* _Requirement_
Please print all of the records shown below, exactly as given.

[Stored items]
◇ ◇ ◇ ◇ ◇

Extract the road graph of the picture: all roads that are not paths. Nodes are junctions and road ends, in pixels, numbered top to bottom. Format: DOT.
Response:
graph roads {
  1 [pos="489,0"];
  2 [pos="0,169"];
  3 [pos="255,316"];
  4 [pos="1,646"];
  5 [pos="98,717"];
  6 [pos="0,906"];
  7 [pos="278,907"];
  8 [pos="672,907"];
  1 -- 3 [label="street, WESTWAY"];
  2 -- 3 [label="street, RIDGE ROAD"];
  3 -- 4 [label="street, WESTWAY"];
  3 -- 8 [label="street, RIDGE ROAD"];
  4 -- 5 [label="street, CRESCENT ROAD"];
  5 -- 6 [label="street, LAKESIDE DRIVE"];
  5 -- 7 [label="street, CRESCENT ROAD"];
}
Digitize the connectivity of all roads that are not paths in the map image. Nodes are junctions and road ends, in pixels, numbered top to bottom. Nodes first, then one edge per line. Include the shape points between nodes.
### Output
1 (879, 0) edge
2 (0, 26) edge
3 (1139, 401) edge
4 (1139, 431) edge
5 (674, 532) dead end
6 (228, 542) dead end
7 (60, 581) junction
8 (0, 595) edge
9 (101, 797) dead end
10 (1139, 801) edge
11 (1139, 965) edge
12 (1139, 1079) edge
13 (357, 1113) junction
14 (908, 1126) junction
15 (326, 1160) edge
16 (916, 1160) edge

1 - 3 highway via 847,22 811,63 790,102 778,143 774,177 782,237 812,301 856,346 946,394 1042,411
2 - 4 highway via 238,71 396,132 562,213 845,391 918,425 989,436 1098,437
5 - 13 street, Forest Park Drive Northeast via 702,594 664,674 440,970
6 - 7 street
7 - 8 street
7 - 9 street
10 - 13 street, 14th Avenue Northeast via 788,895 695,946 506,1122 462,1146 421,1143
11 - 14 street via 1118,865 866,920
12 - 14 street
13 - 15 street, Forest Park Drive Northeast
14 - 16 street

◇ ◇ ◇ ◇ ◇

* _Response to this task_
Extract the road graph of the picture: all roads that are not paths. Nodes are junctions and road ends, in pixels, numbered top to bottom. Format: DOT.
Response:
graph roads {
  1 [pos="489,0"];
  2 [pos="0,169"];
  3 [pos="255,316"];
  4 [pos="1,646"];
  5 [pos="98,717"];
  6 [pos="0,906"];
  7 [pos="278,907"];
  8 [pos="672,907"];
  1 -- 3 [label="street, WESTWAY"];
  2 -- 3 [label="street, RIDGE ROAD"];
  3 -- 4 [label="street, WESTWAY"];
  3 -- 8 [label="street, RIDGE ROAD"];
  4 -- 5 [label="street, CRESCENT ROAD"];
  5 -- 6 [label="street, LAKESIDE DRIVE"];
  5 -- 7 [label="street, CRESCENT ROAD"];
}
Digitize the connectivity of all roads that are not paths in the map image. Nodes are junctions and road ends, in pixels, numbered top to bottom. Nodes first, then one edge per line. Include the shape points between nodes.
### Output
1 (879, 0) edge
2 (0, 26) edge
3 (1139, 401) edge
4 (1139, 431) edge
5 (674, 532) dead end
6 (228, 542) dead end
7 (60, 581) junction
8 (0, 595) edge
9 (101, 797) dead end
10 (1139, 801) edge
11 (1139, 965) edge
12 (1139, 1079) edge
13 (357, 1113) junction
14 (908, 1126) junction
15 (326, 1160) edge
16 (916, 1160) edge

1 - 3 highway via 847,22 811,63 790,102 778,143 774,177 782,237 812,301 856,346 946,394 1042,411
2 - 4 highway via 238,71 396,132 562,213 845,391 918,425 989,436 1098,437
5 - 13 street, Forest Park Drive Northeast via 702,594 664,674 440,970
6 - 7 street
7 - 8 street
7 - 9 street
10 - 13 street, 14th Avenue Northeast via 788,895 695,946 506,1122 462,1146 421,1143
11 - 14 street via 1118,865 866,920
12 - 14 street
13 - 15 street, Forest Park Drive Northeast
14 - 16 street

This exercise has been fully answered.